## Supplied records
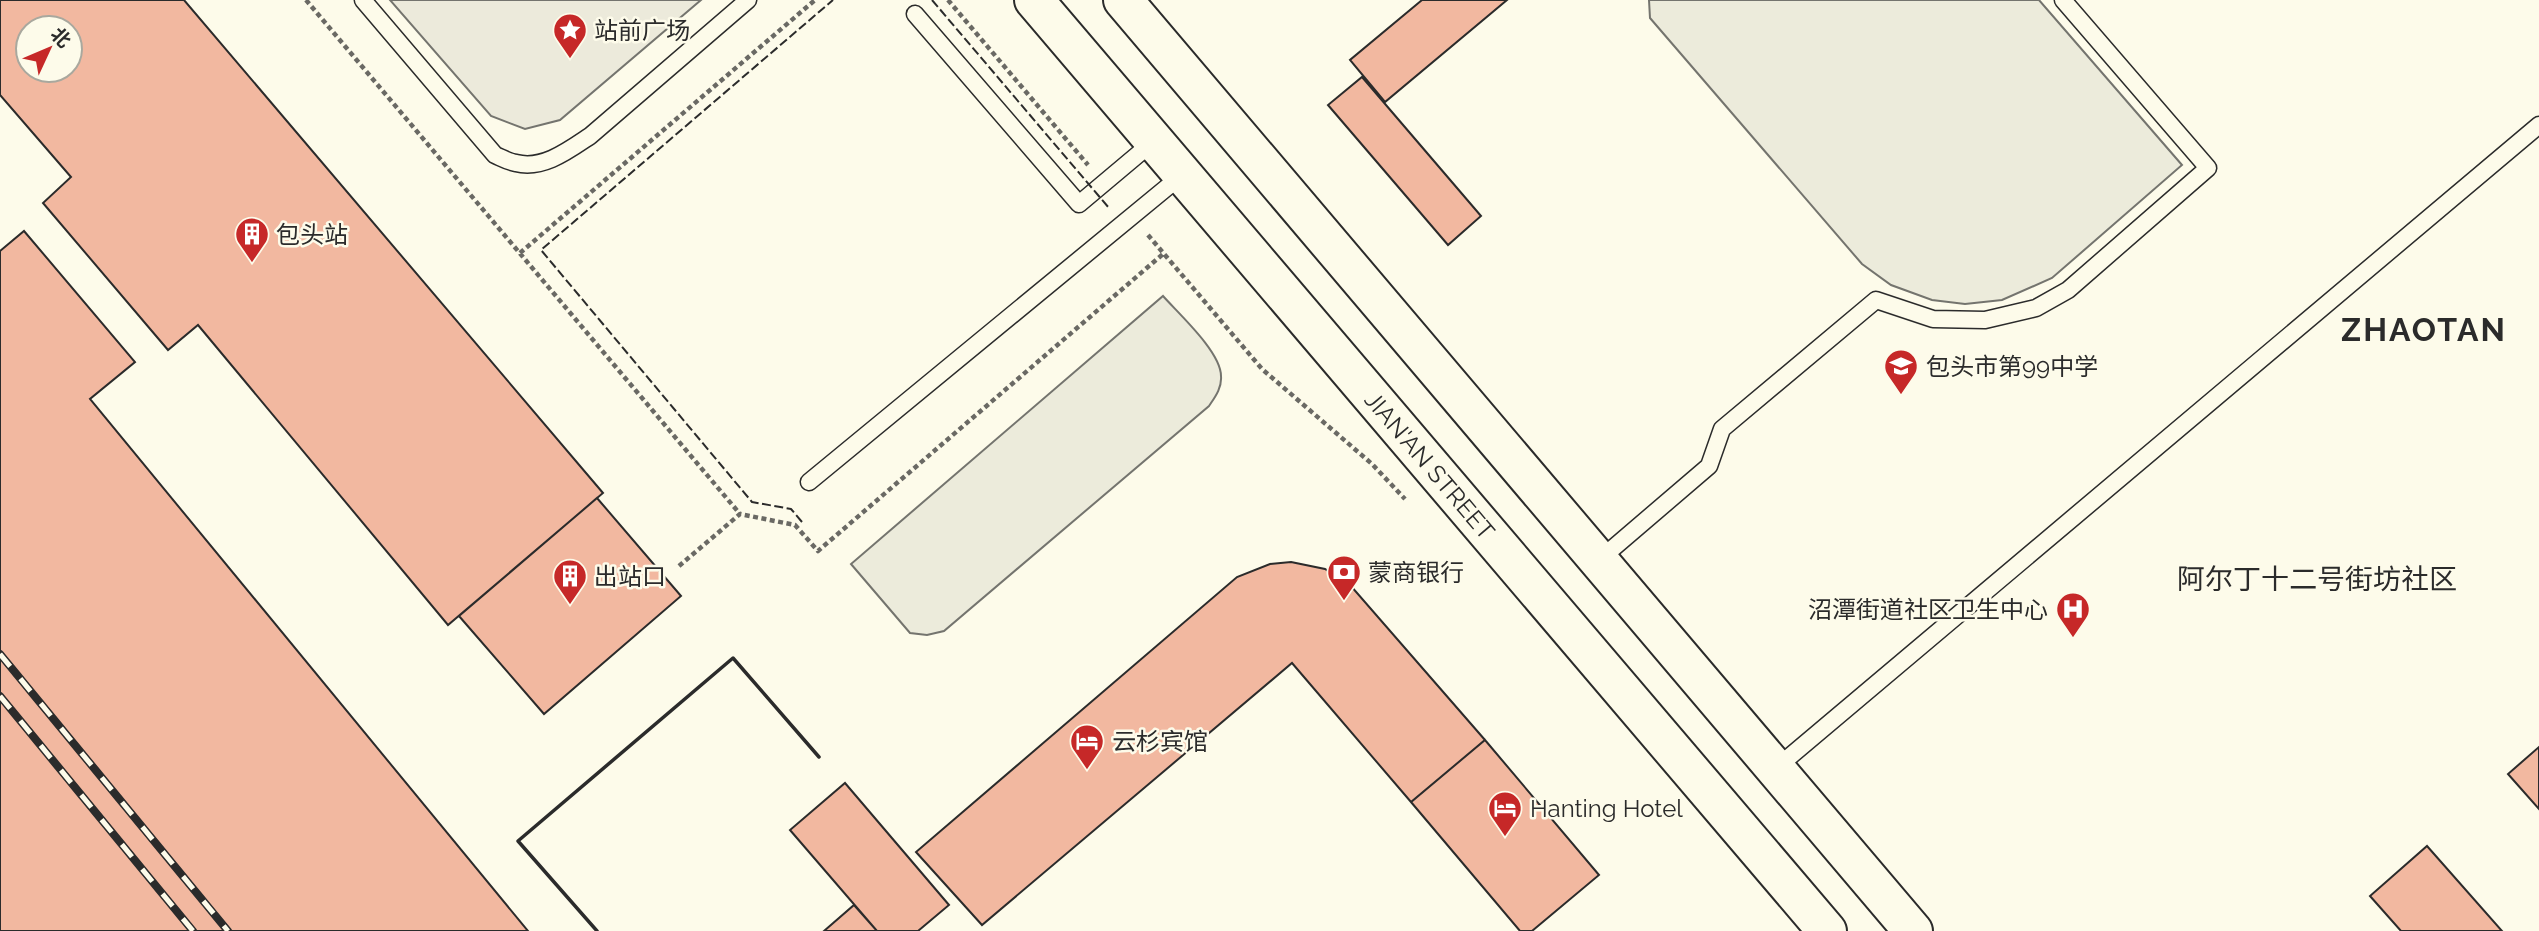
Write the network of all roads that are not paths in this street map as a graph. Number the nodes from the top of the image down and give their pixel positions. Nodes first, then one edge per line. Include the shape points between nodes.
1 (363, 0) edge
2 (748, 0) edge
3 (1034, 0) edge
4 (1122, 0) edge
5 (2063, 0) edge
6 (915, 14) dead end
7 (2539, 125) edge
8 (1154, 141) junction
9 (1182, 175) junction
10 (809, 482) dead end
11 (1598, 561) junction
12 (1775, 769) junction
13 (1827, 931) edge
14 (1913, 931) edge

1 - 2 lane via 495,155 517,164 539,163 564,154 590,136
3 - 8 main road, JIAN'AN STREET
4 - 11 main road
5 - 11 lane via 2208,168 2068,290 2036,309 1985,320 1933,319 1876,300 1722,429 1709,466
6 - 8 lane via 1079,204
7 - 12 lane
8 - 9 main road, JIAN'AN STREET
9 - 10 lane
9 - 13 main road, JIAN'AN STREET
11 - 12 main road
12 - 14 main road

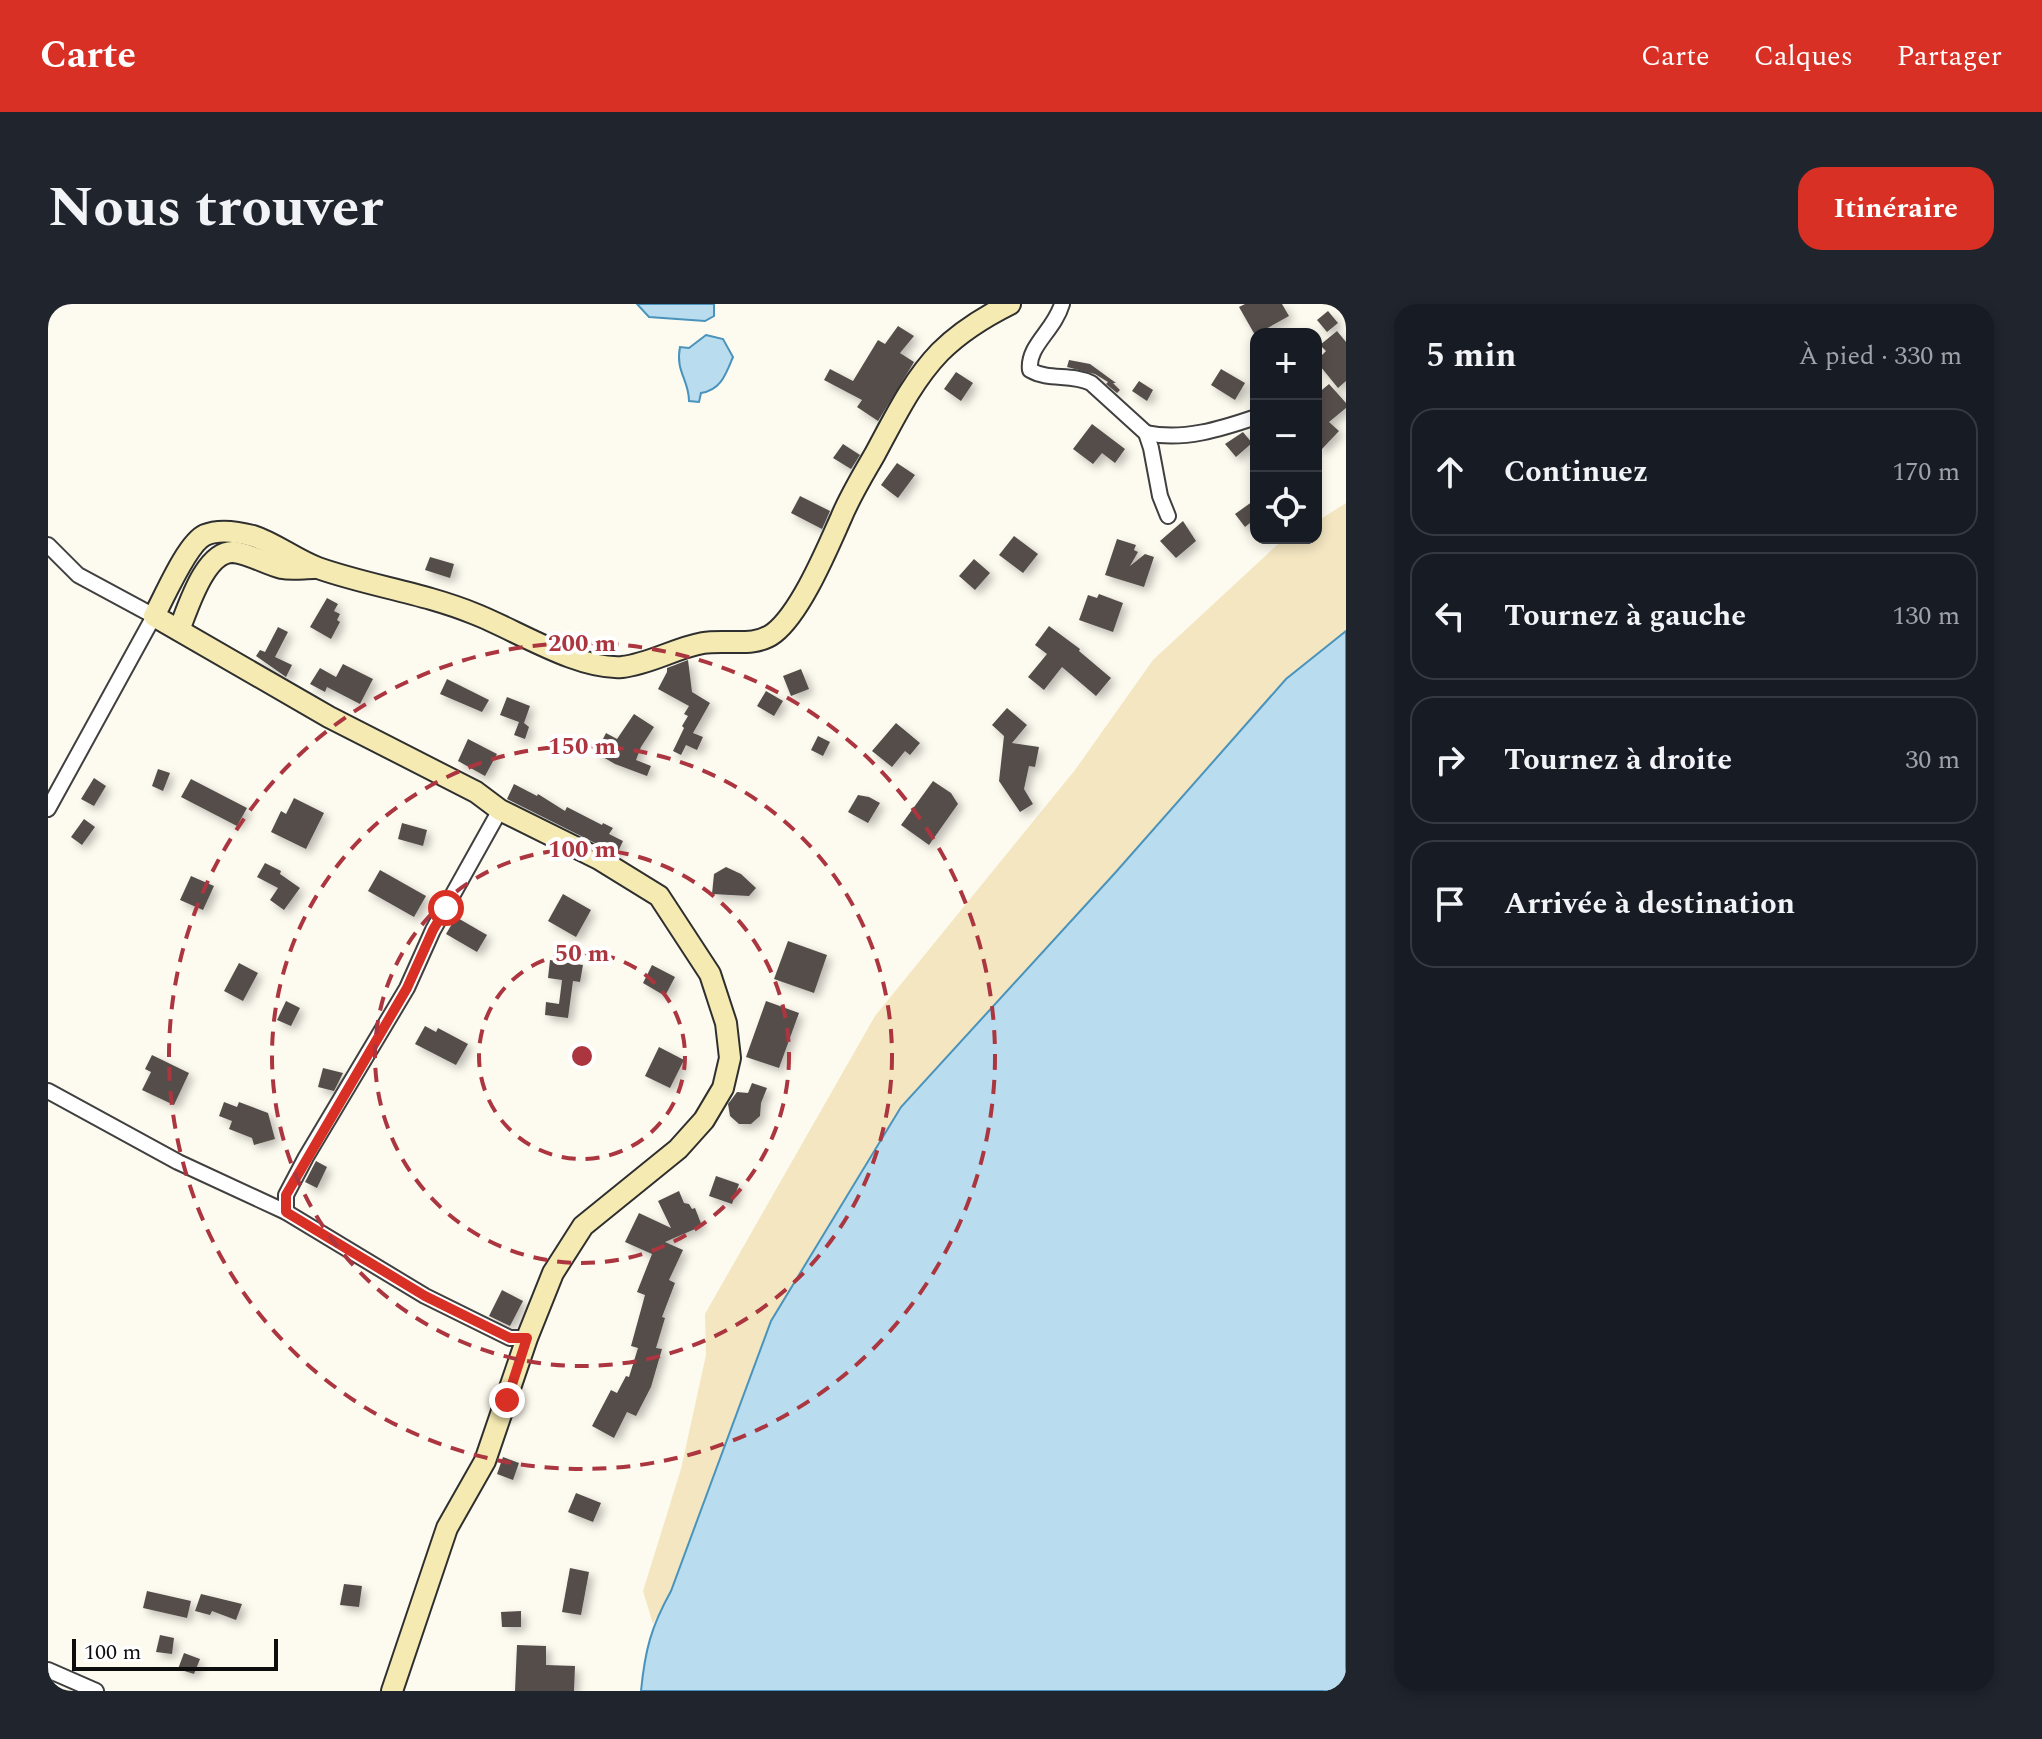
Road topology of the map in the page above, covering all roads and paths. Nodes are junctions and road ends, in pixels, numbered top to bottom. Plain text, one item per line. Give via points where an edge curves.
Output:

## Your goal
Every line of the listing is to be repeated exactly, and the pictures are to be dropped.

## Solution for this problem
Write the network of all roads that are not paths in this street map as a graph. Number the nodes from the top of the image down and give their pixel positions. Nodes first, then one edge per line. Include the shape points between nodes.
1 (363, 0) edge
2 (748, 0) edge
3 (1034, 0) edge
4 (1122, 0) edge
5 (2063, 0) edge
6 (915, 14) dead end
7 (2539, 125) edge
8 (1154, 141) junction
9 (1182, 175) junction
10 (809, 482) dead end
11 (1598, 561) junction
12 (1775, 769) junction
13 (1827, 931) edge
14 (1913, 931) edge

1 - 2 lane via 495,155 517,164 539,163 564,154 590,136
3 - 8 main road, JIAN'AN STREET
4 - 11 main road
5 - 11 lane via 2208,168 2068,290 2036,309 1985,320 1933,319 1876,300 1722,429 1709,466
6 - 8 lane via 1079,204
7 - 12 lane
8 - 9 main road, JIAN'AN STREET
9 - 10 lane
9 - 13 main road, JIAN'AN STREET
11 - 12 main road
12 - 14 main road

Road topology of the map in the page above, covering all roads and paths. Nodes are junctions and road ends, in pixels, numbered top to bottom. Plain text, one item per line. Give via points where an edge curves.
Output:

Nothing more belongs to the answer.